Lembro que certa noite cheguei a me emocionar bastante ao assistir, no Barnaldo Lucrécia, a uma apresentação de Élio Camalle, quando este começou a cantar Rua Ramalhete e notei que o bar inteiro cantava junto (alguns gritavam). E o mais curioso foi que a galerinha, com uma ou outra exceção, não chegava à casa dos 30. Ou seja, nem era nascida quando a canção estourava nas rádios. Por essas e outras reconheço em Tavito uma imensa gratidão deste pra com a grandeza de sua obra, sabedor que é do que seu parceiro em Casa no Campo, Zé Rodrix, costumava dizer: "O que importa são as canções". Assim, quando Tavito canta pela enésima vez "será que algum dia eles vêm aí cantar as canções que a gente quer ouvir?", o faz sempre com uma renovada emoção.

Tavito é, mais que um homem grande, um grande homem. Suas palavras são de uma doce sabedoria, sua humildade é exemplar, seu abraço é caloroso e sincero. E, como artista, é gigante! Melodista como poucos; excepcional violonista; arranjador inspirado (e requisitado); dono de uma voz que, se não é grande, é bela e original; e, de quebra, possui uma pena que o torna escriba dos mais deliciosamente palatáveis. Quem nunca leu um de seus maravilhosos textos não sabe o que perdeu. Saber que atualmente há poucos artistas (e cidadãos) com tais qualidades o torna ainda mais especial.

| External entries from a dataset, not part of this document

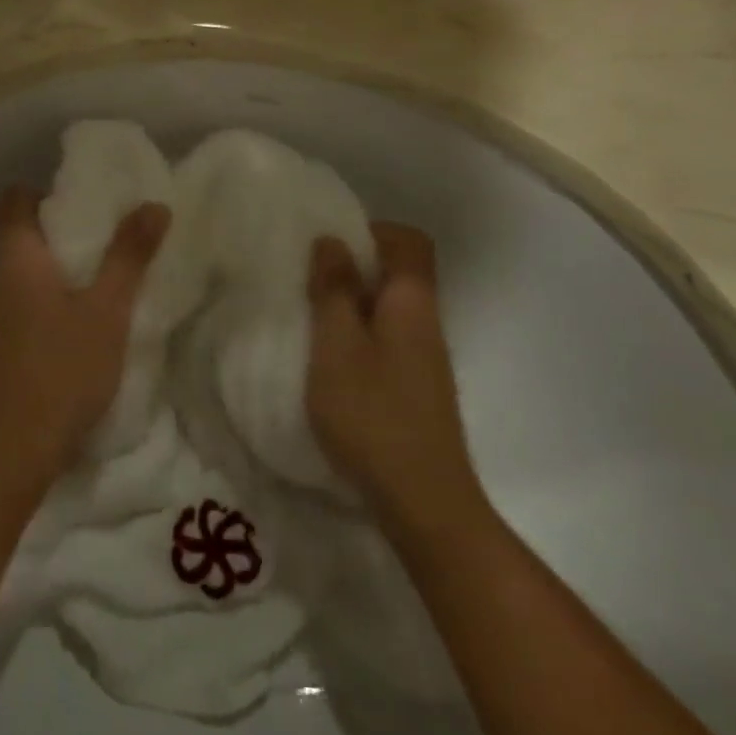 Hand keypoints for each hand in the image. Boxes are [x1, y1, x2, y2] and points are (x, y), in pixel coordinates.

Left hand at [0, 185, 170, 491]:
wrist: (15, 447)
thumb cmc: (61, 367)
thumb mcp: (107, 308)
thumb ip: (129, 255)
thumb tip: (153, 204)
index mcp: (17, 255)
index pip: (16, 198)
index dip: (49, 188)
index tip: (90, 193)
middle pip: (26, 229)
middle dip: (68, 223)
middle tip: (114, 223)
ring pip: (30, 265)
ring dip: (66, 259)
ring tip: (112, 261)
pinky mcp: (7, 339)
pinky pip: (31, 295)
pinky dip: (59, 289)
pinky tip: (93, 307)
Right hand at [306, 224, 481, 527]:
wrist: (424, 503)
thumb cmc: (373, 414)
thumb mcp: (337, 345)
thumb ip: (334, 290)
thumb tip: (333, 241)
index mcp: (412, 301)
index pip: (409, 241)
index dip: (372, 231)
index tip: (330, 244)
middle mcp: (426, 322)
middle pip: (398, 274)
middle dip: (354, 268)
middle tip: (308, 280)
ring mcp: (425, 359)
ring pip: (389, 309)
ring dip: (352, 305)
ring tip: (310, 318)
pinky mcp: (416, 389)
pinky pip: (387, 341)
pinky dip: (358, 338)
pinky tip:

Quando eu era (mais) jovem, sonhava em ver de perto meus ídolos, poder trocar com eles algumas palavras e dizer de minha admiração. Com o tempo (e algumas frustrações) fui mudando, cheguei mesmo a evitar o contato direto com eles, pra continuar mantendo deles a bela imagem que trago em mim. Imaginem vocês então qual não foi minha surpresa ao ser apresentado a Tavito, receber o primeiro de seus muitos e fortes abraços e ainda por cima ouvir de sua boca: "Léo Nogueira, sou seu fã!". A coisa toda foi assim: Tavito, nessa época, morava no Rio. Daí que, quando fazia shows, costumava contar com o luxuoso auxílio da voz de Clarisse Grova a serviço de sua música. Ora, pois, Clarisse já era minha parceira e vez em quando lhe mostrava nossas crias. Assim, naquela noite, em que ela levou a mim e a Kana ao bar Panorama e apresentou-nos o homem do Começo, Meio e Fim, este já conhecia relevante parcela de meu trabalho. Ah, na mesma noite conhecemos algumas outras pessoas encantadoras, entre elas, a aniversariante da noite, a bela cantora Marianna Leporace.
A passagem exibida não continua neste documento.